From Peter Bala, Oct 03 2008: (Start)

For tables of restricted Stirling numbers of the second kind see A143494 - A143496.

S2(n,k) gives the number of 'patterns' of words of length n using k distinct symbols - see [Cooper & Kennedy] for an exact definition of the term 'pattern'. As an example, the words AADCBB and XXEGTT, both of length 6, have the same pattern of letters. The five patterns of words of length 3 are AAA, AAB, ABA, BAA and ABC giving row 3 of this table as (1,3,1).

Equivalently, S2(n,k) gives the number of sequences of positive integers (N_1,...,N_n) of length n, with k distinct entries, such that N_1 = 1 and N_(i+1) <= 1 + max{j = 1..i} N_j for i >= 1 (restricted growth functions).
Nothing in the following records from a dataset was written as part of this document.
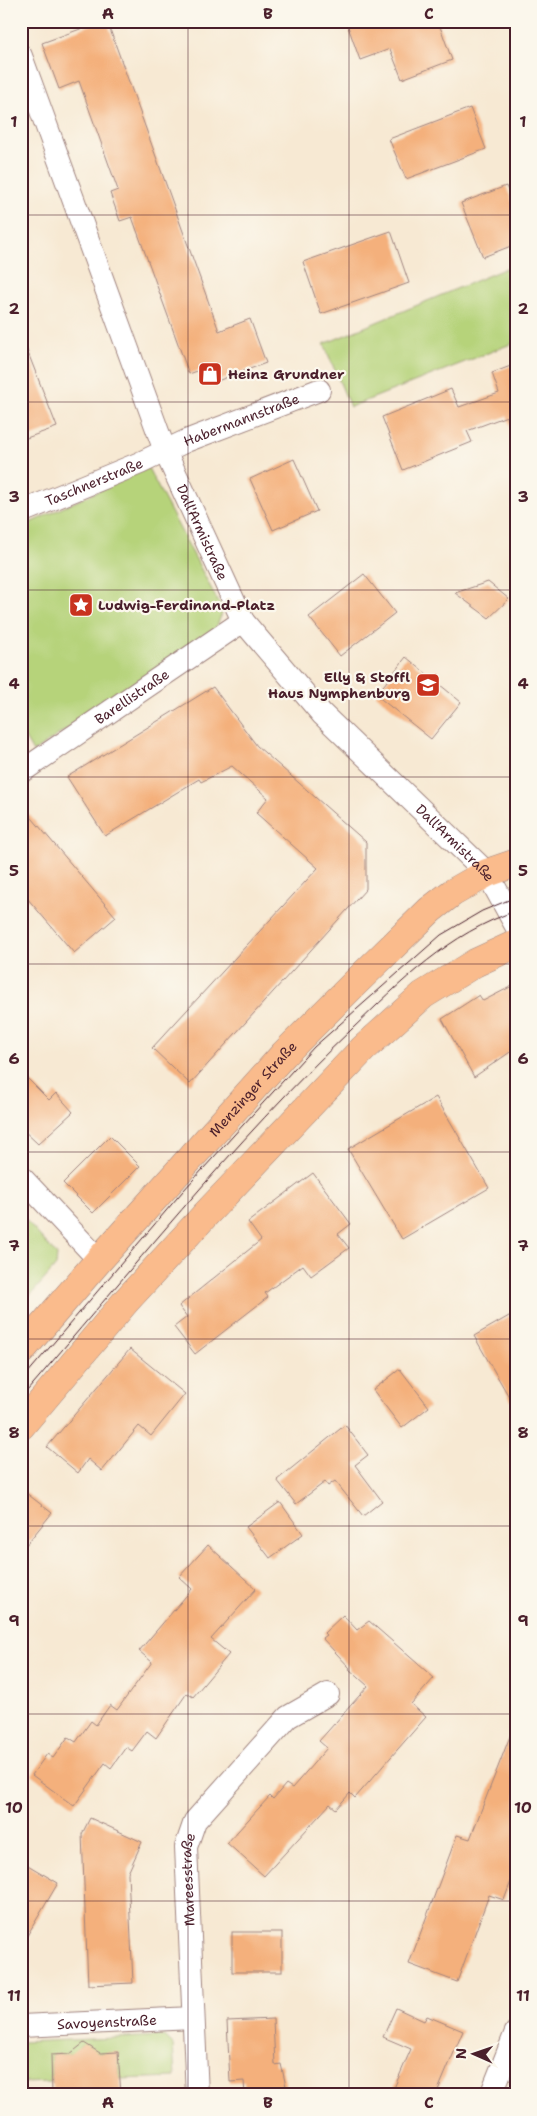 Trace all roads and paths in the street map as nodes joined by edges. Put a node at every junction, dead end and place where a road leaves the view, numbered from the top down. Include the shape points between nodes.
1 (21, 56) edge
2 (26, 81) edge
3 (319, 390) dead end
4 (164, 451) junction
5 (21, 512) edge
6 (242, 621) junction
7 (24, 763) edge
8 (516, 863) edge
9 (487, 873) junction
10 (516, 926) edge
11 (516, 944) edge
12 (21, 1177) edge
13 (100, 1260) junction
14 (21, 1351) edge
15 (21, 1426) edge
16 (328, 1694) dead end
17 (193, 2018) junction
18 (21, 2026) edge
19 (516, 2032) edge
20 (197, 2095) edge
21 (491, 2095) edge

1 - 2 street, Dall'Armistraße
2 - 4 street, Dall'Armistraße
3 - 4 street, Habermannstraße
4 - 5 street, Taschnerstraße
4 - 6 street, Dall'Armistraße
6 - 7 street, Barellistraße
6 - 9 street, Dall'Armistraße via 322,714
8 - 9 main road, Menzinger Straße
9 - 10 street, Dall'Armistraße
9 - 13 main road, Menzinger Straße via 430,910 350,988 284,1054
11 - 15 main road via 475,963 423,996 363,1050 126,1301
12 - 13 street
13 - 14 main road, Menzinger Straße
16 - 17 street, Mareesstraße via 288,1717 195,1821 186,1847
17 - 18 street, Savoyenstraße
17 - 20 street, Mareesstraße
19 - 21 street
For example, Stirling(4,2) = 7 since the sequences of length 4 having 2 distinct entries that satisfy the conditions are (1,1,1,2), (1,1,2,1), (1,2,1,1), (1,1,2,2), (1,2,2,2), (1,2,2,1) and (1,2,1,2).

(End)

Number of combinations of subsets in the plane. - Mats Granvik, Jan 13 2009

S2(n+1,k+1) is the number of size k collections of pairwise disjoint, nonempty subsets of [n]. For example: S2(4,3)=6 because there are six such collections of subsets of [3] that have cardinality two: {(1)(23)},{(12)(3)}, {(13)(2)}, {(1)(2)}, {(1)(3)}, {(2)(3)}. - Geoffrey Critzer, Apr 06 2009

Consider a set of A000217(n) balls of n colors in which, for each integer k = 1 to n, exactly one color appears in the set a total of k times. (Each ball has exactly one color and is indistinguishable from other balls of the same color.) a(n+1, k+1) equals the number of ways to choose 0 or more balls of each color in such a way that exactly (n-k) colors are chosen at least once, and no two colors are chosen the same positive number of times. - Matthew Vandermast, Nov 22 2010

S2(n,k) is the number of monotonic-labeled forests on n vertices with exactly k rooted trees, each of height one or less. See link "Counting forests with Stirling and Bell numbers" below. - Dennis P. Walsh, Nov 16 2011

If D is the operator d/dx, and E the operator xd/dx, Stirling numbers are given by: E^n = Sum_{k=1..n} S2(n,k) * x^k*D^k. - Hyunwoo Jang, Dec 13 2011

The Stirling polynomials of the second kind (a.k.a. the Bell / Touchard polynomials) are the umbral compositional inverses of the falling factorials (a.k.a. the Pochhammer symbol or Stirling polynomials of the first kind), i.e., binomial(Bell(.,x),n) = x^n/n! (cf. Copeland's 2007 formulas), implying binomial(xD,n) = binomial(Bell(.,:xD:),n) = :xD:^n/n! where D = d/dx and :xD:^n = x^n*D^n. - Tom Copeland, Apr 17 2014

S2(n,k) is the number of ways to nest n matryoshkas (Russian nesting dolls) so that exactly k matryoshkas are not contained in any other matryoshka. - Carlo Sanna, Oct 17 2015

The row polynomials R(n, x) = Sum_{k=1..n} S2(n, k)*x^k appear in the numerator of the e.g.f. of n-th powers, E(n, x) = Sum_{m>=0} m^n*x^m/m!, as E(n, x) = exp(x)*x*R(n, x), for n >= 1. - Wolfdieter Lang, Apr 02 2017

With offsets 0 for n and k this is the Sheffer product matrix A007318*A048993 denoted by (exp(t), (exp(t) - 1)) with e.g.f. exp(t)*exp(x*(exp(t) - 1)). - Wolfdieter Lang, Jun 20 2017

Number of words on k+1 unlabeled letters of length n+1 with no repeated letters. - Thomas Anton, Mar 14 2019

Also coefficients of moments of Poisson distribution about the origin expressed as polynomials in lambda. [Haight] (see also A331155). - N. J. A. Sloane, Jan 14 2020

k!*S2(n,k) is the number of surjections from an n-element set to a k-element set. - Jianing Song, Jun 01 2022

Also known as Stirling set numbers.

S(n,k) enumerates partitions of an n-set into k nonempty subsets.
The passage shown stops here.